My wedding is still a week and a half away, but I’m 99.9% confident that I have nothing to worry about. Because as special as our legal ceremony was, I’ve already forgotten about it in the hustle and bustle of preparing for our “real” wedding. We had a great day–we had only my best friend, her mother, her sister, her aunt, and one of her friends. I bought a little white cocktail dress, and she wore her Mets jersey, and we went to the Queens courthouse where we were in and out in about 30 minutes. We exchanged rings, but took them off again that night. We just let them go through their standard ceremony rather than having any personalized pieces.
And you know what? Even though I did all this to minimize the impact of this day (in order to maximize the impact of Aug 21), it was still really, really special. I was still emotional and crying and floating on cloud 9. We all walked back to the diner by our apartment and had brunch, and then that night we went to a community reception being held at the LGBT center where we shared a first dance with at least 30 other couples who had just been married that day. And we wore our “just married” sashes all the way home.
But you know what? the next day we went to work without our rings, without the congratulations of our friends and colleagues (most of whom didn’t know we were doing this) and life immediately returned to normal. We didn’t have even one day for a “honeymoon” or other type of private celebration. And ever since, we have been caught up in the excitement and busy-ness of wedding planning for August, so much so that it often slips my mind that we’re already married.
And to be perfectly honest, the legal bit has never been the most important part of a wedding ceremony to me. It’s important for our futures, but any benefits bestowed isn’t why I’m marrying her, as I would be marrying her even if I were still in SC. It’s about celebrating our commitment in front of family and friends. That has always been the most important thing. That doesn’t mean our legal ceremony wasn’t also real, because we were celebrating with our few witnesses there too, and we were making commitments to each other. Instead of struggling so much about which would be “real” like I did for a long time, I’m just embracing the great fortune at being able to do this twice, both in their own special ways.
We consider our big wedding (white dress, custom suit, friends, invites, etc) as our “real” wedding even though it isn’t our legal wedding.
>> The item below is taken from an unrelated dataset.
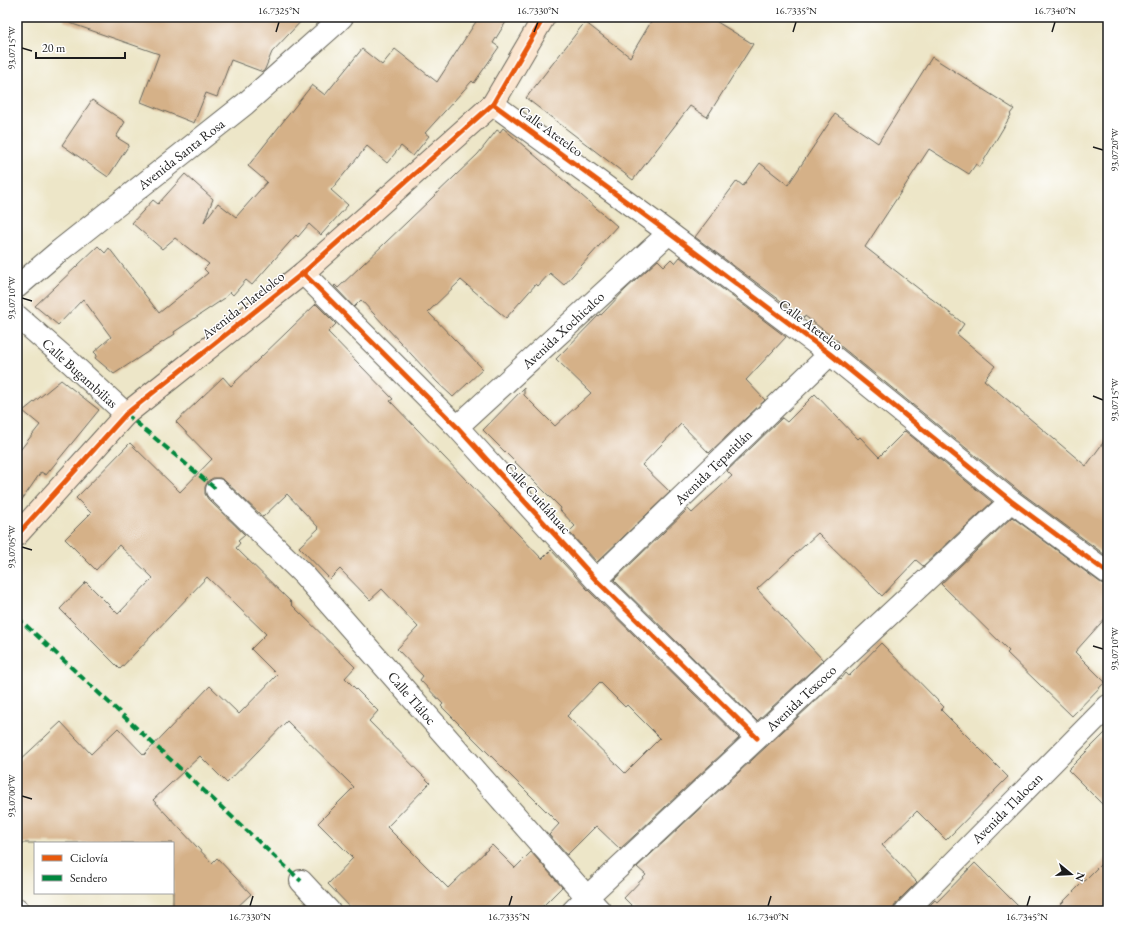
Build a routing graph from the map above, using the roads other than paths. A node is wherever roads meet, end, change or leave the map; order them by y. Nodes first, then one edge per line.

Our legal wedding is just that and it too was wonderful. To us, that was a day to celebrate the legality. The wedding was a day to celebrate our commitment and relationship.
We got legally married in Massachusetts about six weeks before our “real” wedding in Minnesota. We did it that way because we wanted to be legally married (we expect to someday move to one of several states in New England where it is recognized), wanted to have the legalities taken care of before the real wedding, and wanted to be able to display our marriage certificate at our ceremony in Minnesota.
The only shared element between the two was that we used the same vows we’d written for both ceremonies. We liked tying the two together in that way, and we felt it was a little strange to promise one set of things in September and a different set in November.
The ceremony we had in MA was nice but a little surreal. We had just a couple of family members present, we didn’t exchange rings, and afterward we went out for a nice dinner. It was nice, but it felt nothing like a wedding, and that was okay. Our real wedding in MN was a meaningful ceremony in the church my wife grew up in, followed by a lovely party with lots of our family and friends who were there to support us. After the legal wedding was so surreal and didn’t leave us feeling any different the next day, we’d been a little concerned that maybe the real wedding wouldn’t feel real either, but it did. That day in November in Minnesota was our wedding, no matter what any government record might have to say about it.